WHAT THE TASK REQUIRES.
Your task is to copy each line of the material that holds the word "highway".

SOURCE DATA.
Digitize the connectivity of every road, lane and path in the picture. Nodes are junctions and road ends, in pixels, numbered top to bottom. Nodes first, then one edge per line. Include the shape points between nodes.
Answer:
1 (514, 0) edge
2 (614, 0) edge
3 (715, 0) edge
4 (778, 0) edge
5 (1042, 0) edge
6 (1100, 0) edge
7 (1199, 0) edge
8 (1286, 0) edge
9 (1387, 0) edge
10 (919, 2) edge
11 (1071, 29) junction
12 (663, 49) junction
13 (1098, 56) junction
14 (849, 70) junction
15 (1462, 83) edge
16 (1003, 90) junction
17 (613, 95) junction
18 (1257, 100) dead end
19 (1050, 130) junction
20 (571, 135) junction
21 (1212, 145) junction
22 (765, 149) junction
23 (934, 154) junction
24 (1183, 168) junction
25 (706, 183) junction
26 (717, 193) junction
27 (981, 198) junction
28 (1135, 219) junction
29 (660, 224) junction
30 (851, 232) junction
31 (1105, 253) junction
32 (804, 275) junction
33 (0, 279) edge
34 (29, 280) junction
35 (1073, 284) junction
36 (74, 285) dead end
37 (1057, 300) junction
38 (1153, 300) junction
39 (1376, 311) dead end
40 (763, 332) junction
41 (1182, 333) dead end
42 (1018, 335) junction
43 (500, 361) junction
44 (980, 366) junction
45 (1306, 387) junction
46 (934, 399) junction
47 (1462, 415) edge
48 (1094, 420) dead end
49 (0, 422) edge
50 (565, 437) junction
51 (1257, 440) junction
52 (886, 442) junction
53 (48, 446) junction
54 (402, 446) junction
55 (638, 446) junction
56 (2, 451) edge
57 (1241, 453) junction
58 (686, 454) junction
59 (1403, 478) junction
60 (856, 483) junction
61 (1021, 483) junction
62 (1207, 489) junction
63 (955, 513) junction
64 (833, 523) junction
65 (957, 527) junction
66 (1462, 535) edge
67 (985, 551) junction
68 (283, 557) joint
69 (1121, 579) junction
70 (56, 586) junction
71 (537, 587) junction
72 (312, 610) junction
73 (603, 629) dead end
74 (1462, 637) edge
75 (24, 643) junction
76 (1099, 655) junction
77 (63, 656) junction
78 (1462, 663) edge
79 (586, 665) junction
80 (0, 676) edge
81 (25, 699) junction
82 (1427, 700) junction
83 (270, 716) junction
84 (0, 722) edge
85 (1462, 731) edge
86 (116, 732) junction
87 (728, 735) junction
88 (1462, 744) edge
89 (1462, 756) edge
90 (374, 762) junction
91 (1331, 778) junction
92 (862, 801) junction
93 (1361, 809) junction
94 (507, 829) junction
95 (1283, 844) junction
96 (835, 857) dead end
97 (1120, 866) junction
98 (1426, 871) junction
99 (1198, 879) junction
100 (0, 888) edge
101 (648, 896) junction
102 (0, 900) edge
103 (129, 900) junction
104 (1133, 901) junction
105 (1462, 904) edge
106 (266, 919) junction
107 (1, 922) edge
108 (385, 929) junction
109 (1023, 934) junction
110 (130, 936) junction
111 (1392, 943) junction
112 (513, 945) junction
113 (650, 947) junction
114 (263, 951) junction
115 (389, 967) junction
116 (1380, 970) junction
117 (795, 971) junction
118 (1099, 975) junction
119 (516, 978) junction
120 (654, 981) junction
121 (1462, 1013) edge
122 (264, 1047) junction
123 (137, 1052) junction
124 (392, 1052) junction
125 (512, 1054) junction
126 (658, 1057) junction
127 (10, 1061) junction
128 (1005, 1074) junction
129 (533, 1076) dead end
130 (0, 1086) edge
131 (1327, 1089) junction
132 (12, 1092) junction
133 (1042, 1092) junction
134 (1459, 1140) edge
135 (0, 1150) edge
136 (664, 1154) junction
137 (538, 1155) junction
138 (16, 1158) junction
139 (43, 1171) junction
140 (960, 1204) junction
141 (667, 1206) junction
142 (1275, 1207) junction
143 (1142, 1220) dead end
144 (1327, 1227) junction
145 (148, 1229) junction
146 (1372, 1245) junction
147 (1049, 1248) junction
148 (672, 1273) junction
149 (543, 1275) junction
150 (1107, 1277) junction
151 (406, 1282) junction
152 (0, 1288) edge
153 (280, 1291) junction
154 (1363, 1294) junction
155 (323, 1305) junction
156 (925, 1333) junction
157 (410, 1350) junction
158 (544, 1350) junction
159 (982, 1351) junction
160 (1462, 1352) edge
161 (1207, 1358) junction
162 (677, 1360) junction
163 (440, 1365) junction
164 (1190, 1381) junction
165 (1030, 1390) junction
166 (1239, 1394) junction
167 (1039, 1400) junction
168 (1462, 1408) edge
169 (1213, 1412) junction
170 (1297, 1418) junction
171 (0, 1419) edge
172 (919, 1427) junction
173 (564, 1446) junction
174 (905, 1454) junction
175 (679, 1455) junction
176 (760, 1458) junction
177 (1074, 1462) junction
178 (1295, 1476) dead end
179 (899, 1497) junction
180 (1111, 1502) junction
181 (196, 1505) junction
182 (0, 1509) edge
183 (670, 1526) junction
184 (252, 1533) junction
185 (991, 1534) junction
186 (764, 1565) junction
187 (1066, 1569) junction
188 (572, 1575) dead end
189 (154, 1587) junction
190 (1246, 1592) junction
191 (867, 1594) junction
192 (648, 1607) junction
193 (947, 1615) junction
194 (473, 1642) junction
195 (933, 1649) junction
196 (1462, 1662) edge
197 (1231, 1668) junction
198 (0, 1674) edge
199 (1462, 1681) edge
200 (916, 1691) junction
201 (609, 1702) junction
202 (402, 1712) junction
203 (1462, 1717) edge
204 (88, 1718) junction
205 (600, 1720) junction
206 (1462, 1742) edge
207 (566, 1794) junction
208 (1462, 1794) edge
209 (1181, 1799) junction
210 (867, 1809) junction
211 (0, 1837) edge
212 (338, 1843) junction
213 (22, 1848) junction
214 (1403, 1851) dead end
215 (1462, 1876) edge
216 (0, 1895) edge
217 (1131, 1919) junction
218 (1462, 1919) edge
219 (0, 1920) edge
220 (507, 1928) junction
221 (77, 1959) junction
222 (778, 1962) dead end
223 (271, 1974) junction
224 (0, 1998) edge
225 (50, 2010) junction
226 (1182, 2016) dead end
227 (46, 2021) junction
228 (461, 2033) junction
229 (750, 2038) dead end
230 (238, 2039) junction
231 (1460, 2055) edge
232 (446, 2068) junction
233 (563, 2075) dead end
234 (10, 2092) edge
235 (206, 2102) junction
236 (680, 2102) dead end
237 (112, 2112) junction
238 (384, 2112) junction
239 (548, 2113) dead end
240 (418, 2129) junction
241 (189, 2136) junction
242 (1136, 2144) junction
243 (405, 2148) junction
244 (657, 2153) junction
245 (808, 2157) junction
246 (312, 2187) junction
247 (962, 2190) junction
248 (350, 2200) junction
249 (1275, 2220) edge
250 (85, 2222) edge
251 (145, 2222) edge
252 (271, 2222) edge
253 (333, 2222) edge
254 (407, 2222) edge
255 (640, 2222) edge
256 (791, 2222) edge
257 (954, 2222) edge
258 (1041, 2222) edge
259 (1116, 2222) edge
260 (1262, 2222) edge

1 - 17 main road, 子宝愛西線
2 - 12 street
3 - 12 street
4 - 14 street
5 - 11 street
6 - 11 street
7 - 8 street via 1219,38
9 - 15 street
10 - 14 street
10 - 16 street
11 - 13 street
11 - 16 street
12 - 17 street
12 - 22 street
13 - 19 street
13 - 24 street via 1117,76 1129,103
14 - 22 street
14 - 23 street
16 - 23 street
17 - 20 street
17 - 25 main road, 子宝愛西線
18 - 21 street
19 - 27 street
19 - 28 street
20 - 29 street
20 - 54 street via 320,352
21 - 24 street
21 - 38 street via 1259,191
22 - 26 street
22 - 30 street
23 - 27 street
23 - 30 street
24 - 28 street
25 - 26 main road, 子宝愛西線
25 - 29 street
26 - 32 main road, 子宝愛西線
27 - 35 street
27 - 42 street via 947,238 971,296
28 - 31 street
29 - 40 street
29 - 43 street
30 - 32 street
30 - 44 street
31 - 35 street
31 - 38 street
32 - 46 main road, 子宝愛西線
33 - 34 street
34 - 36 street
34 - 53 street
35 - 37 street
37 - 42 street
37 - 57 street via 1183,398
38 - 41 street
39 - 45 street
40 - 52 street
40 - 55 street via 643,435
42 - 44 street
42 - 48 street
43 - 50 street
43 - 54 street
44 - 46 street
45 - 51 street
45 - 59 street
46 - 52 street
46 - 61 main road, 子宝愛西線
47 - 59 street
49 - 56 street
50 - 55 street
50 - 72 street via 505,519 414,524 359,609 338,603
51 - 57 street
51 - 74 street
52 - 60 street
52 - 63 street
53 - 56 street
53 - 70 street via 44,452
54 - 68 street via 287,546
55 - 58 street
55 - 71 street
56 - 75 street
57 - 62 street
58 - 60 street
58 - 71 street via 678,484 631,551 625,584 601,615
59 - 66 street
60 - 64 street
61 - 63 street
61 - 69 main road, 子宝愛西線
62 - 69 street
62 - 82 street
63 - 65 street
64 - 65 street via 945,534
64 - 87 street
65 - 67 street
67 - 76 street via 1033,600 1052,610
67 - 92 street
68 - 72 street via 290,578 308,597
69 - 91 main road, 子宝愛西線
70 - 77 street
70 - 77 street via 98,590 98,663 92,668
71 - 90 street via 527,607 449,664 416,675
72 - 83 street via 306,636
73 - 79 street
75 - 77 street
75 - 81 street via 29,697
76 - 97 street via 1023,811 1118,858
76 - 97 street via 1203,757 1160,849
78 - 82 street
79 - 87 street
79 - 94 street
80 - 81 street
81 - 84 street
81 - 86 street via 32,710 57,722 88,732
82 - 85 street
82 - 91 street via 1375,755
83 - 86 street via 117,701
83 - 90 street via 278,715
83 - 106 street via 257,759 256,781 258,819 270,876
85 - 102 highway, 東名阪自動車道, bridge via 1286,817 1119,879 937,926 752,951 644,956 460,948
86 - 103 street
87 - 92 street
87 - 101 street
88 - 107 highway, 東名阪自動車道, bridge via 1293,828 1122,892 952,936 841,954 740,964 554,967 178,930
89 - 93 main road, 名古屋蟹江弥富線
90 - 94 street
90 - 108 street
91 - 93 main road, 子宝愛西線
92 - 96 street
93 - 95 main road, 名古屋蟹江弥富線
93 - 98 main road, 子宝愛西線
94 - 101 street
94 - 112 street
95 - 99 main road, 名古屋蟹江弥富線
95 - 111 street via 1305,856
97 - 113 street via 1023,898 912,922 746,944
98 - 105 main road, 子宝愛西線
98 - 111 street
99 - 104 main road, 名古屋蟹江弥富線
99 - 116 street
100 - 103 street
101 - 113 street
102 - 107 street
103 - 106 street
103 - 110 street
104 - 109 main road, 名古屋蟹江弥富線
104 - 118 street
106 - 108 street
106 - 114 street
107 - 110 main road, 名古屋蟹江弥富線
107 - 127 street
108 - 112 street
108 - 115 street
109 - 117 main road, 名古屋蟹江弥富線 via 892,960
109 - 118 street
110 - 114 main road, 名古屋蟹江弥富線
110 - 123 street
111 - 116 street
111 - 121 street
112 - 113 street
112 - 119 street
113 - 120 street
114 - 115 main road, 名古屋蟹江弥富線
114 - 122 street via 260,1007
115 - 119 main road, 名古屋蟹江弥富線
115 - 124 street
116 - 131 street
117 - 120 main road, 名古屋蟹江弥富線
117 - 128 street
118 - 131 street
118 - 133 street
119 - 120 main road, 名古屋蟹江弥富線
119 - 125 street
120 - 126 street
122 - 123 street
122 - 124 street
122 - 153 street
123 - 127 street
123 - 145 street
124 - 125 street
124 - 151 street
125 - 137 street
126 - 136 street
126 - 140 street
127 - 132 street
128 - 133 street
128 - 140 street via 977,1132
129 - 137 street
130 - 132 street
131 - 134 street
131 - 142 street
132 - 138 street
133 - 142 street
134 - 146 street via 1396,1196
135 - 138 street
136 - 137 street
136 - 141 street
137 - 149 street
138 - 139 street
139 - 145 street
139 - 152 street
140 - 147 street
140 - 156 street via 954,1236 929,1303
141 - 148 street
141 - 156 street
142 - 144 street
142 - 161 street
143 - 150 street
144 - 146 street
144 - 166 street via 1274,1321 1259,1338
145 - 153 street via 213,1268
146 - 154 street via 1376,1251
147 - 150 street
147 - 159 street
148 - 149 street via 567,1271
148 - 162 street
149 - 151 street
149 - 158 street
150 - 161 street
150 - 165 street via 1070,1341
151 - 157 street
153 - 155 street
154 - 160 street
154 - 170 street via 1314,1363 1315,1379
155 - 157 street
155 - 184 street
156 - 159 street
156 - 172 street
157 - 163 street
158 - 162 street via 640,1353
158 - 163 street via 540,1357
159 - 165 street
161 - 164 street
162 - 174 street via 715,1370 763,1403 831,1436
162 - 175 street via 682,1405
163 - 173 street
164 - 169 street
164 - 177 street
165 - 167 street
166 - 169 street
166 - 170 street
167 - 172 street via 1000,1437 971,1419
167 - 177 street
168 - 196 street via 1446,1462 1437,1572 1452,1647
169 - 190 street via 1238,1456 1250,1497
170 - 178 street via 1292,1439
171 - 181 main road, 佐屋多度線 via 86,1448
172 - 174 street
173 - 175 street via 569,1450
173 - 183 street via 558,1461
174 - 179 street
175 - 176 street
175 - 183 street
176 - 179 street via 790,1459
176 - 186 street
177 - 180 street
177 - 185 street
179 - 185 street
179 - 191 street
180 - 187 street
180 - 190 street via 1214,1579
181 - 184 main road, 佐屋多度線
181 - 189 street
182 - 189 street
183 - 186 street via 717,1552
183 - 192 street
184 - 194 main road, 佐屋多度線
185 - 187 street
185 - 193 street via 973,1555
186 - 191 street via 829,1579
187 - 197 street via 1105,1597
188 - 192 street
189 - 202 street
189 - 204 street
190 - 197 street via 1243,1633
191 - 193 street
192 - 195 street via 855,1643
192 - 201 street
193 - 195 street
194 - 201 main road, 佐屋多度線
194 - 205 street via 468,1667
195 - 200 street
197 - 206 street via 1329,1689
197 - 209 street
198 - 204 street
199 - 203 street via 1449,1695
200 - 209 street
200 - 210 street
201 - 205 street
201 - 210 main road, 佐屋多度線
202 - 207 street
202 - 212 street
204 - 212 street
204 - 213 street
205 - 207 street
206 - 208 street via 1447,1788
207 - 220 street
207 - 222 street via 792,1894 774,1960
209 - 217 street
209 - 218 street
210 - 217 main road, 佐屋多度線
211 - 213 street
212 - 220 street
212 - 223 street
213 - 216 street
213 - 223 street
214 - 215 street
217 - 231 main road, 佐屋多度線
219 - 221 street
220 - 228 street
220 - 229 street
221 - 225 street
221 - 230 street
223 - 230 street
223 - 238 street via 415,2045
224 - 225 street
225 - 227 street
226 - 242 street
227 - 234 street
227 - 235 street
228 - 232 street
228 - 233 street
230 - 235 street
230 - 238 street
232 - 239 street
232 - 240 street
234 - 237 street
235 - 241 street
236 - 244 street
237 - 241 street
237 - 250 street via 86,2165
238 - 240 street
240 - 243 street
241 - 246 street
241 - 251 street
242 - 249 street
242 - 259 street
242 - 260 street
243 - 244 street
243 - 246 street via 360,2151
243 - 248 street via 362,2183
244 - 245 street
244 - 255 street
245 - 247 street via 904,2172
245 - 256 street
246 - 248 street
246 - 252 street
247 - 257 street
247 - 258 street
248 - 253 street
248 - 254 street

TASK ANSWER.
85 - 102 highway, 東名阪自動車道, bridge via 1286,817 1119,879 937,926 752,951 644,956 460,948
88 - 107 highway, 東名阪自動車道, bridge via 1293,828 1122,892 952,936 841,954 740,964 554,967 178,930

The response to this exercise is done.